*** Opening of EXERCISE MATERIAL ***
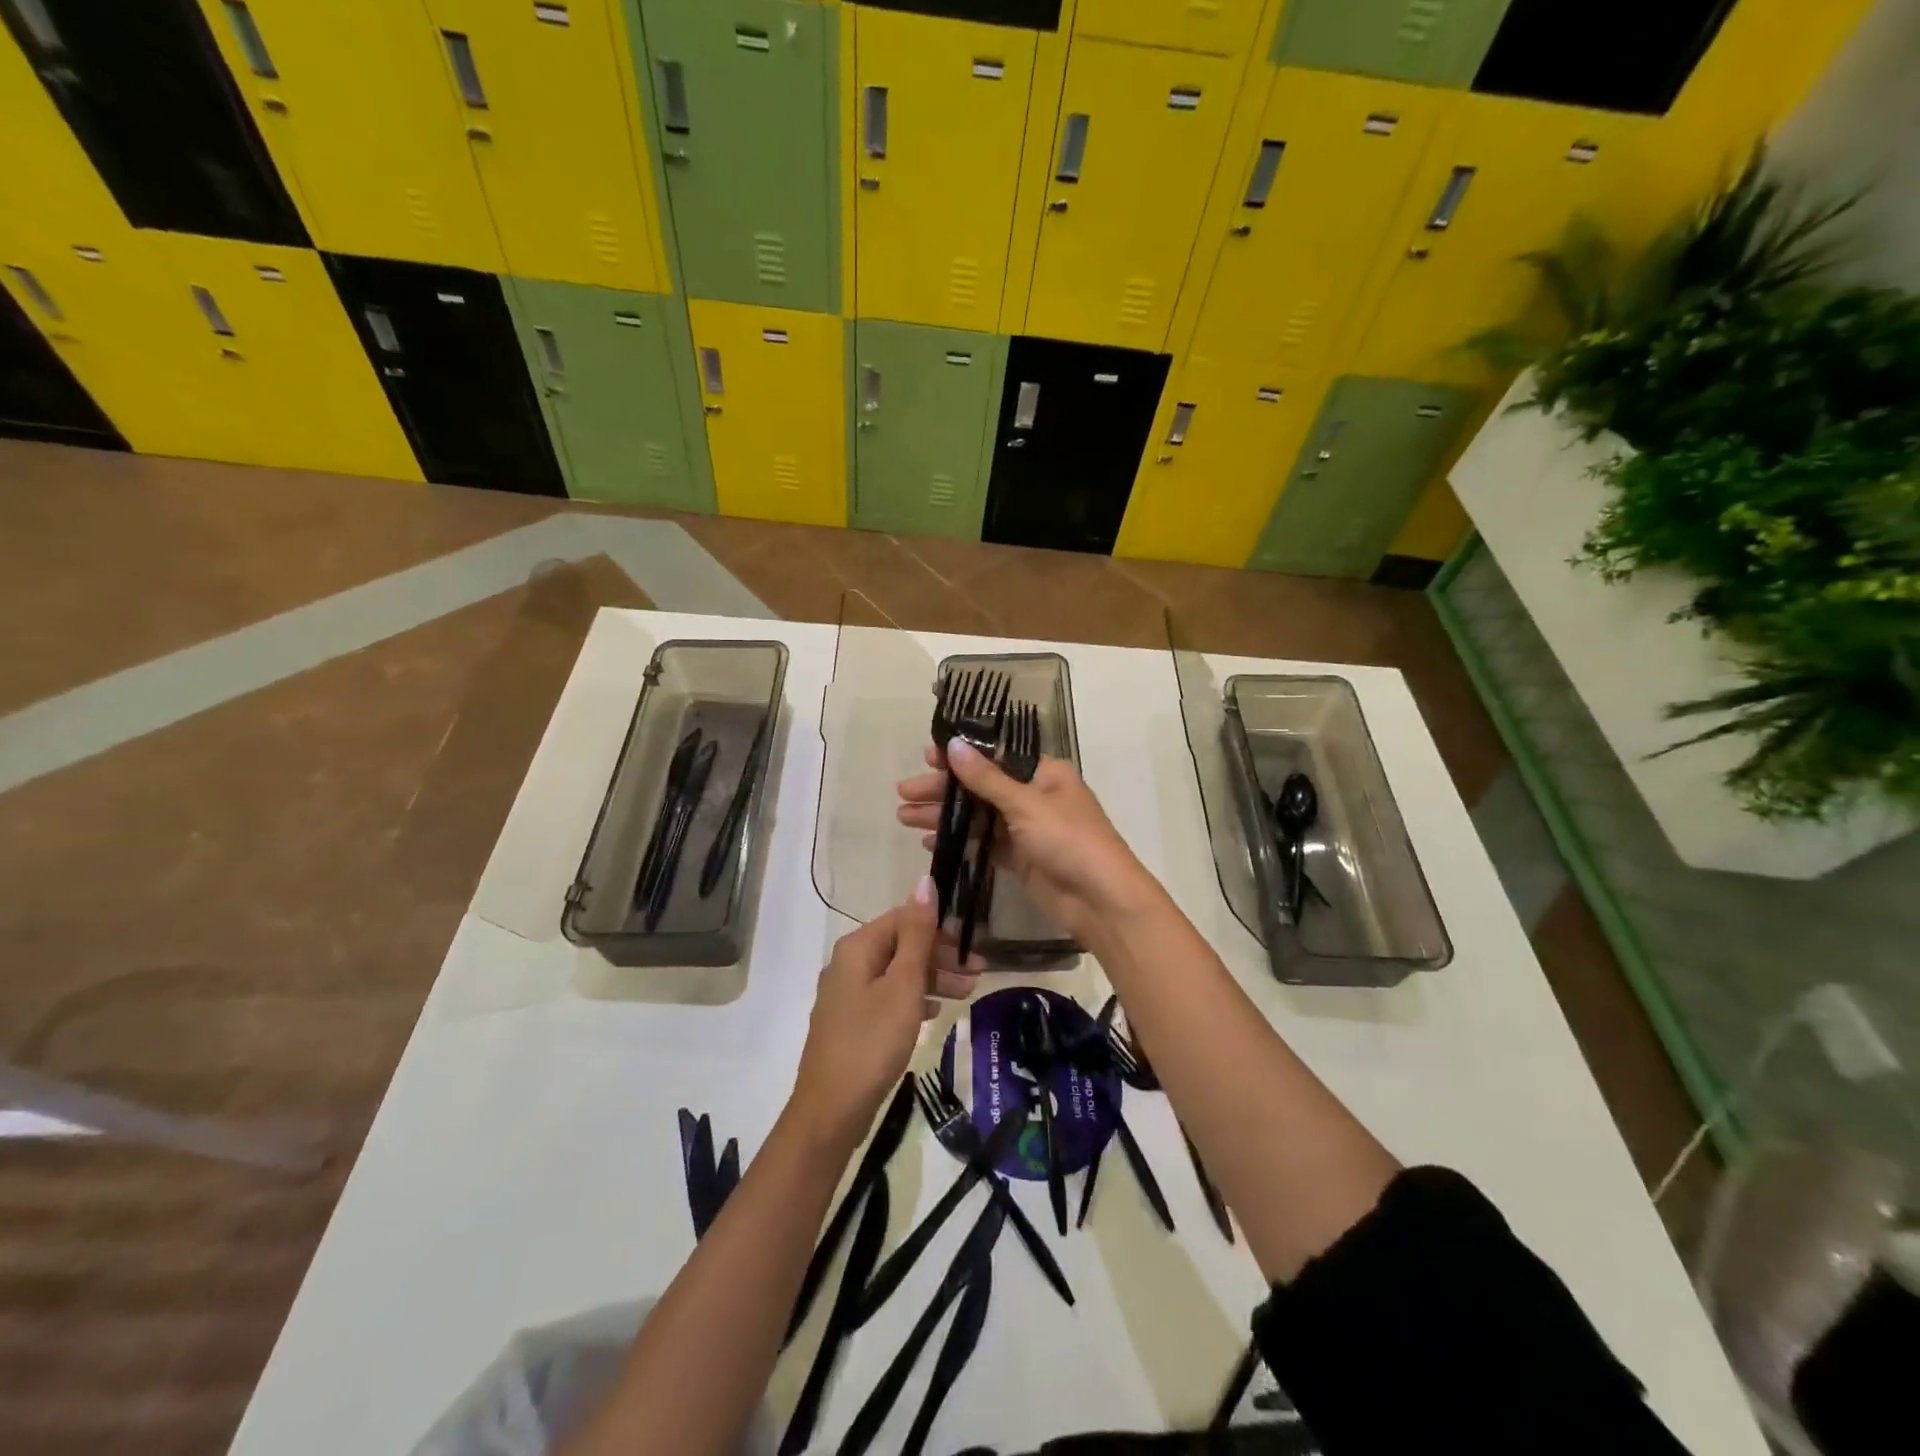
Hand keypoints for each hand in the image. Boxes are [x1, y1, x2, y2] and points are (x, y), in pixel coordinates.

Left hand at [789, 879, 979, 1150]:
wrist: (831, 1110)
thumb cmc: (872, 1041)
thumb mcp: (903, 985)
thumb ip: (917, 934)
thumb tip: (925, 881)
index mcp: (857, 947)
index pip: (904, 918)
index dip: (940, 929)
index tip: (974, 947)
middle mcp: (848, 963)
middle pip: (901, 945)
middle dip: (941, 956)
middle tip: (978, 973)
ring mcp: (848, 994)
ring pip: (897, 973)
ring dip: (933, 978)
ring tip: (967, 993)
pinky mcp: (852, 1021)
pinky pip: (889, 997)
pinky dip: (914, 998)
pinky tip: (935, 1011)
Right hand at [896, 739, 1158, 944]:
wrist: (1102, 901)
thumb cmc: (1069, 841)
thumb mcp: (1026, 804)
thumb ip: (986, 778)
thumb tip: (954, 744)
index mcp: (1044, 773)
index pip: (994, 757)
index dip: (959, 757)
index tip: (926, 757)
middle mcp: (1035, 796)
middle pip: (981, 786)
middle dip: (943, 790)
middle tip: (903, 792)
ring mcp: (1027, 829)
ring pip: (978, 816)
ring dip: (944, 816)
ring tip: (903, 817)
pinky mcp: (1020, 858)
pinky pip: (983, 843)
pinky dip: (959, 840)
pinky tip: (929, 841)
*** Close of EXERCISE MATERIAL ***
TASK DETAILS
Go through the records above and copy every line holding the word "thumb".

ANSWER
thumb cmc: (872, 1041)
thumb mcp: (903, 985)
thumb ip: (917, 934)
thumb tip: (925, 881)
thumb cmc: (1069, 841)
thumb mcp: (1026, 804)
thumb ip: (986, 778)
thumb tip: (954, 744)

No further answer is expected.